What is expected> Using "Just" as the search string, find the matching lines below and copy them.

Recorded data>
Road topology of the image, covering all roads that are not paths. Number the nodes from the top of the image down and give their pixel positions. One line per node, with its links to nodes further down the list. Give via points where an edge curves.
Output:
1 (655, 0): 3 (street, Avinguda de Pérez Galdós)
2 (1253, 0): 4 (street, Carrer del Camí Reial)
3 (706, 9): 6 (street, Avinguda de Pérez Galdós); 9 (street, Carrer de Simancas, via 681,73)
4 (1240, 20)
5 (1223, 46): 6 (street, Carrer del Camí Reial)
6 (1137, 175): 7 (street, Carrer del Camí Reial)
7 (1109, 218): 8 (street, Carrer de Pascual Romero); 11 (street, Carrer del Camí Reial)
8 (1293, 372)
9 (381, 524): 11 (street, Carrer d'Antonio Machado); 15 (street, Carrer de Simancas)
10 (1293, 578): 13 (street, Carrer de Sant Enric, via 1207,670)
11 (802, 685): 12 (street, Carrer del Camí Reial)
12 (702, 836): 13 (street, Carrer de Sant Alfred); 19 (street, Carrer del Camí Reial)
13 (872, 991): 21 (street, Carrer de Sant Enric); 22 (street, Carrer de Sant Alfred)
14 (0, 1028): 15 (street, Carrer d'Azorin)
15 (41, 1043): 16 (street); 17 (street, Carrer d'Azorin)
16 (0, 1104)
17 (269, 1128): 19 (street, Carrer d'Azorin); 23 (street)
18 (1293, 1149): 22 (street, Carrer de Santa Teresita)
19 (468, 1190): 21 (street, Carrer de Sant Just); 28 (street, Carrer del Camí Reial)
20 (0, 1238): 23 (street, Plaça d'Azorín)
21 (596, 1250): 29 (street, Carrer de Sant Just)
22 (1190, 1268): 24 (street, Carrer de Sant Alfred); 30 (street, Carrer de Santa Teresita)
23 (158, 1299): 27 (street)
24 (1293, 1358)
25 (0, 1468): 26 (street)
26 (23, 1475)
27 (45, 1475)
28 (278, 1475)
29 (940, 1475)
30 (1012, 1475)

Expected output>
19 (468, 1190): 21 (street, Carrer de Sant Just); 28 (street, Carrer del Camí Reial)
21 (596, 1250): 29 (street, Carrer de Sant Just)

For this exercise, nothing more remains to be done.